- **Stored data**:
[Start of section]

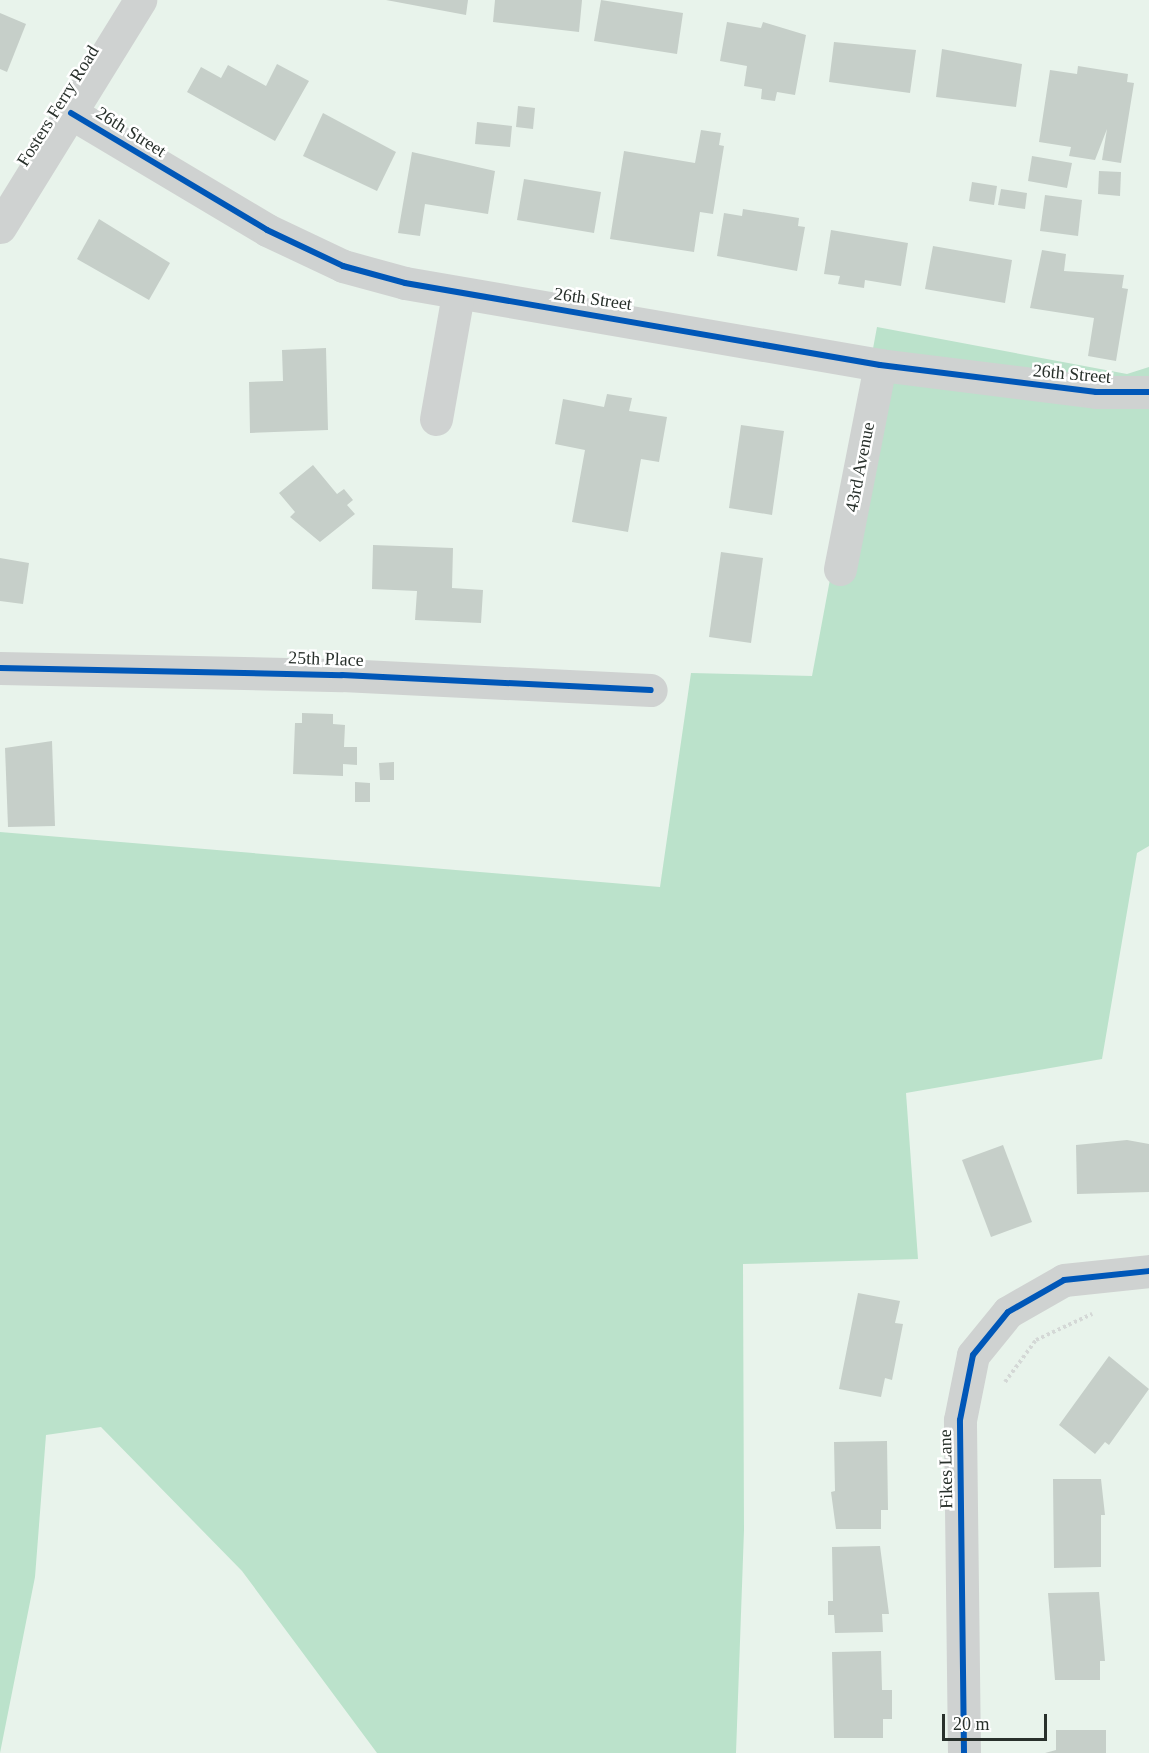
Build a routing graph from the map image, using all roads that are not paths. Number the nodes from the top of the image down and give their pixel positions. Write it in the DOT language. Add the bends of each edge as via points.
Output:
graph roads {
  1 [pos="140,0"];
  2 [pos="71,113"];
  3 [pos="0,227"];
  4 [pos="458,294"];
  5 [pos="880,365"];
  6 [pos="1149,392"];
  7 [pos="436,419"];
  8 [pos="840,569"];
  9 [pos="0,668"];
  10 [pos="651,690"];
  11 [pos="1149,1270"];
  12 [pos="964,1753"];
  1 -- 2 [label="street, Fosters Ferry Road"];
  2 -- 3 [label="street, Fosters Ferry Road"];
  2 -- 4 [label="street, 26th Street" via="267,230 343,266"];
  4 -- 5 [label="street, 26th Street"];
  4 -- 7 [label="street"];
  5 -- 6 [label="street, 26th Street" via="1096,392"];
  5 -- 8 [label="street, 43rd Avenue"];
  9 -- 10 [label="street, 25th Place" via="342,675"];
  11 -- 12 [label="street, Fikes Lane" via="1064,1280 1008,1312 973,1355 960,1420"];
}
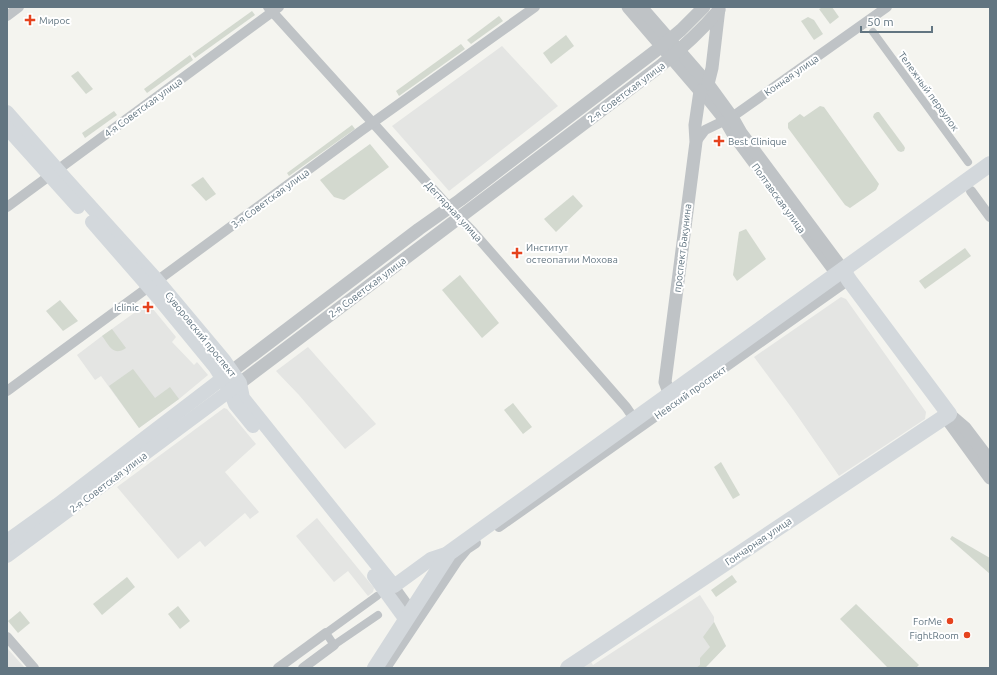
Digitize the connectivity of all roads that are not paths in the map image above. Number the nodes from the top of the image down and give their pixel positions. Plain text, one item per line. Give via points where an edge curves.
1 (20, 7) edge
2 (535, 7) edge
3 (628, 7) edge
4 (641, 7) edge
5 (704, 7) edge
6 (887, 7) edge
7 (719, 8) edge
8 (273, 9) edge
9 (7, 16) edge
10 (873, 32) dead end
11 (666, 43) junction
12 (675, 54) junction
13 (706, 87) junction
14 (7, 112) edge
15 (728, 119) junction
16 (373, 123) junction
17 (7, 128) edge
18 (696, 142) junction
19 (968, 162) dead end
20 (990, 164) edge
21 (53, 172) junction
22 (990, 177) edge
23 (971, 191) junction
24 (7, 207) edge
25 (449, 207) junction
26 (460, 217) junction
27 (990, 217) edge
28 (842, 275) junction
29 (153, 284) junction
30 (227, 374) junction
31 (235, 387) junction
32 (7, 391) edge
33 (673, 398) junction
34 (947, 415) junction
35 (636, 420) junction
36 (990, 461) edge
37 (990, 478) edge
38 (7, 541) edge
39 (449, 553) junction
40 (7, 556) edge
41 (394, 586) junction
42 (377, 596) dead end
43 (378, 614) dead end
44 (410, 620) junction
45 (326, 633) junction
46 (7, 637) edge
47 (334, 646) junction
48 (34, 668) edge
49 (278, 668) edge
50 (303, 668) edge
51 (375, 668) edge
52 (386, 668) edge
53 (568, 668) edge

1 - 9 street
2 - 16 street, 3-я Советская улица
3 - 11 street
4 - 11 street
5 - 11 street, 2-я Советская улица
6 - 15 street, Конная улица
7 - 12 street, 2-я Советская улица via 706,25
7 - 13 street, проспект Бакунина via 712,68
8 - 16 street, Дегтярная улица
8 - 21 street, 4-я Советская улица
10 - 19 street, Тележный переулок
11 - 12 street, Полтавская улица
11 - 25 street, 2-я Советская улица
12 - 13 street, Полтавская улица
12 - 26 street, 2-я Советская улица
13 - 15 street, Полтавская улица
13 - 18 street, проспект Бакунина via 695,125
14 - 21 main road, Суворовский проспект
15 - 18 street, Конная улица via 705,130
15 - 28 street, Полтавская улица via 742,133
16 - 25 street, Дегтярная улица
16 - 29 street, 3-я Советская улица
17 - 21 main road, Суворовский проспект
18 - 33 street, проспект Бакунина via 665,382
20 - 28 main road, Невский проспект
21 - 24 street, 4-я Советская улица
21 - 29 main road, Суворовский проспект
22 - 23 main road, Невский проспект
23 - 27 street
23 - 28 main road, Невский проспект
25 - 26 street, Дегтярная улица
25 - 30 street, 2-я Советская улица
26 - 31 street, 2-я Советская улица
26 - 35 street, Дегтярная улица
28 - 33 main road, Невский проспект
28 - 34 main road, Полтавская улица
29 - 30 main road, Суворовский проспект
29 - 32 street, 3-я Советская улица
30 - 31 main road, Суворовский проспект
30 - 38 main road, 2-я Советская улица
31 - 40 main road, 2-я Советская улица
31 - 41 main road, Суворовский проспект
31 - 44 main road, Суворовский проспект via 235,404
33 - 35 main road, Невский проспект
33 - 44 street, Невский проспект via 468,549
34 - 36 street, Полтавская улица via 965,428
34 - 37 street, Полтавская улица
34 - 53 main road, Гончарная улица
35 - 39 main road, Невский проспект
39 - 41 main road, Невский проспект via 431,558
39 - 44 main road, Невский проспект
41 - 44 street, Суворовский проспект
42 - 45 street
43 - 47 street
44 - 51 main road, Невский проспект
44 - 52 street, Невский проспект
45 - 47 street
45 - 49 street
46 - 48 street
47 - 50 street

[End of section]

- **Exercise prompt**: From the entries, copy every line in which the word "Дегтярная" occurs.

- **Exercise response**:
8 - 16 street, Дегтярная улица
16 - 25 street, Дегтярная улица
25 - 26 street, Дегтярная улица
26 - 35 street, Дегтярная улица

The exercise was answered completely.